O leilão de Jirau foi realizado no dia 19 de maio deste ano. E se esperava que o consórcio entre Furnas e Odebrecht também fosse o vencedor. Havia razões sólidas para isto, posto que os dois que participaram como componentes do Consórcio Jirau Energia foram responsáveis pela elaboração dos estudos técnicos da usina e; b) as mesmas empresas já haviam adquirido o outro empreendimento do complexo do Rio Madeira (a usina de Santo Antônio), posição que poderia propiciar ganho de escala na construção e compra de equipamentos.
Porém, o resultado do leilão da usina de Jirau, do complexo do Rio Madeira, surpreendeu todo mundo, seja o mercado, sejam os analistas, tanto pelo consórcio vencedor quanto pela tarifa ofertada. Quem arrematou os direitos de exploração de Jirau foi arrematado pelo Consórcio Energia Sustentável do Brasil (CESB) com um lance de R$ 71,40/MWh, uma redução de 21,54% em relação ao preço-teto inicial de R$ 91/MWh. O segundo competidor, o Consórcio Jirau Energia ofertou R$ 85,02. As surpresas não parariam por aí na medida em que o leilão foi encerrado durante sua primeira fase, uma vez que foi satisfeita a condição de diferença superior a 5% entre os lances dos dois competidores. Mas, a grande surpresa mesmo foi o preço de R$ 71,40 MWh. A expectativa era que o valor do lance vencedor para Jirau fosse maior que o resultado do leilão da usina de Santo Antônio (R$ 78/MWh), tendo em vista que:
• Jirau tem uma maior complexidade logística por ser distante 130km de Porto Velho, enquanto Santo Antônio está bem próximo;
• Jirau possui menor porte e nível de utilização - 1.975 MW médios e fator de capacidade de 58%. Santo Antônio tem 2.218 MW médios e fator de capacidade
de 68%.
• O preço de Jirau inclui a construção de uma linha de transmissão de
cerca de 130 quilômetros para conexão à rede básica.
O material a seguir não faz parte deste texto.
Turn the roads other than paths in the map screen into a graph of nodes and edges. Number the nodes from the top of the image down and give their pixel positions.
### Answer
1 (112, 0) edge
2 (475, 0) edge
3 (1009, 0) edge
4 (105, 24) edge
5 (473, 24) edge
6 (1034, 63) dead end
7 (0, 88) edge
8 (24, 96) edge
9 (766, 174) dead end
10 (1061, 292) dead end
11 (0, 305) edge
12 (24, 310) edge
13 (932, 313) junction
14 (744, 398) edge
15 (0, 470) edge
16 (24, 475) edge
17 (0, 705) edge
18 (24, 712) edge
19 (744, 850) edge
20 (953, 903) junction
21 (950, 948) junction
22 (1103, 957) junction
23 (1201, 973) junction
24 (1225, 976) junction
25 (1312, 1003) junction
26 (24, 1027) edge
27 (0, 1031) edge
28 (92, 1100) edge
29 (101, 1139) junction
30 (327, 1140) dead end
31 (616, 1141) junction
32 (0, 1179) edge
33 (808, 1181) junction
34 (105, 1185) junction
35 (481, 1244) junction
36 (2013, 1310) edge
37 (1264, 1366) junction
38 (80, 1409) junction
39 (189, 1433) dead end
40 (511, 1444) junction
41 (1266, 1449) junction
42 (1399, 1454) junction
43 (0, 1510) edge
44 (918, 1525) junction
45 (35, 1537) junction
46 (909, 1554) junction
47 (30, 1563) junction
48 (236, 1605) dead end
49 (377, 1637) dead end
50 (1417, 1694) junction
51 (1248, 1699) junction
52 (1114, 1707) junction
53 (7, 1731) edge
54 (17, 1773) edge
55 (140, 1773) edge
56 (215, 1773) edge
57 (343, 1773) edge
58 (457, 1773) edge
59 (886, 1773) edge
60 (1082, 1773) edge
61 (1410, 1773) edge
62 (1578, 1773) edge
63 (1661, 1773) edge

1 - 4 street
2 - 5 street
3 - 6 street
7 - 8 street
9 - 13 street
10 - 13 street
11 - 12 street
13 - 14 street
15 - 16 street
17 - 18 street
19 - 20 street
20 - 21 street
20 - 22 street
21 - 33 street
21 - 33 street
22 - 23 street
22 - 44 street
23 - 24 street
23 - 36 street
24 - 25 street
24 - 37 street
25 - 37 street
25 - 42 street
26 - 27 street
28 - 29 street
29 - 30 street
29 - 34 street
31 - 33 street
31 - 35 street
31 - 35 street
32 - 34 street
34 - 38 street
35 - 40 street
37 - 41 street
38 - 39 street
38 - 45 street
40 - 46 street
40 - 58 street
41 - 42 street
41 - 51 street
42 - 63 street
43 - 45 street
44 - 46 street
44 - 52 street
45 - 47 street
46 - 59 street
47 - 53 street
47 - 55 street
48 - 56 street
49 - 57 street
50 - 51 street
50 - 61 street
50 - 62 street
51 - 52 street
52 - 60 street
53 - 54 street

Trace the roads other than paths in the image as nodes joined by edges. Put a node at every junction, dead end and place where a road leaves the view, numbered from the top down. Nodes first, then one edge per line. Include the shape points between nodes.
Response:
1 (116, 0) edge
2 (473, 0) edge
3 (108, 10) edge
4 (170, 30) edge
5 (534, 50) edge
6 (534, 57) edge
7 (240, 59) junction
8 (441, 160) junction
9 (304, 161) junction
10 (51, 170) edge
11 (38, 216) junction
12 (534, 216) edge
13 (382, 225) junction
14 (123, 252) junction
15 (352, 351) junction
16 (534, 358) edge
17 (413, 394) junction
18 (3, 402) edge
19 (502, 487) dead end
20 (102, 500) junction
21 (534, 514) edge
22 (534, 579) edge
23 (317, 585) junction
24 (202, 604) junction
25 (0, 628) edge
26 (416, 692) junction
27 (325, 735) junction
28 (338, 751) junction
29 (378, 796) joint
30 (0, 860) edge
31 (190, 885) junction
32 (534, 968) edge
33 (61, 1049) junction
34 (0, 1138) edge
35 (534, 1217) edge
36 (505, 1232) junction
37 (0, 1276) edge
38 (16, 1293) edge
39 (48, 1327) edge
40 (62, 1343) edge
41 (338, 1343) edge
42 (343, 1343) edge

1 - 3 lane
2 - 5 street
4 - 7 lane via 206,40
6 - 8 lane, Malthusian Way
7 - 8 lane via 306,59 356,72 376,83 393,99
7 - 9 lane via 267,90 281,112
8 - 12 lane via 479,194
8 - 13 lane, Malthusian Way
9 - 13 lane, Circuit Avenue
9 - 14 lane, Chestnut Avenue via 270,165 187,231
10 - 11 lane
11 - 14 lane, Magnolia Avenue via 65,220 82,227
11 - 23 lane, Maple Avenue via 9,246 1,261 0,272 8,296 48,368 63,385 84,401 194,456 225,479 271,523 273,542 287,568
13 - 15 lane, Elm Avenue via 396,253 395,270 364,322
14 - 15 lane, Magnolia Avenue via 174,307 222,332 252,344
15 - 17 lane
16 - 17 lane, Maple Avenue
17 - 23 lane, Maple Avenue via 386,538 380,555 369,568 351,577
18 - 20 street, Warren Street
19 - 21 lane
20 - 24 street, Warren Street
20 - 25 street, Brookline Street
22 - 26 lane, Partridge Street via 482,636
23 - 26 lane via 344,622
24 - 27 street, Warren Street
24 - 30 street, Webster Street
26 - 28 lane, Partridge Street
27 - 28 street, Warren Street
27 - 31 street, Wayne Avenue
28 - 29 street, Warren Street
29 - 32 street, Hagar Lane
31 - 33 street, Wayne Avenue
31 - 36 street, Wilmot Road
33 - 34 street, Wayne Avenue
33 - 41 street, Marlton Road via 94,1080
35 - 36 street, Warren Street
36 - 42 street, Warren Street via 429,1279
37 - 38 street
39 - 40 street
Imediatamente o resultado gerou um enorme espanto entre os analistas e a imprensa não apenas pela preço abaixo da expectativa como também pela divulgação de que haveria uma economia de R$ 1 bilhão (12% do investimento total previsto pelo governo) e à expectativa da usina entrar em operação antes da data prevista (março de 2012 ao invés de janeiro de 2013), o que possibilitará a venda temporária de 100% da energia no ACL a um valor superior ao vendido no ACR.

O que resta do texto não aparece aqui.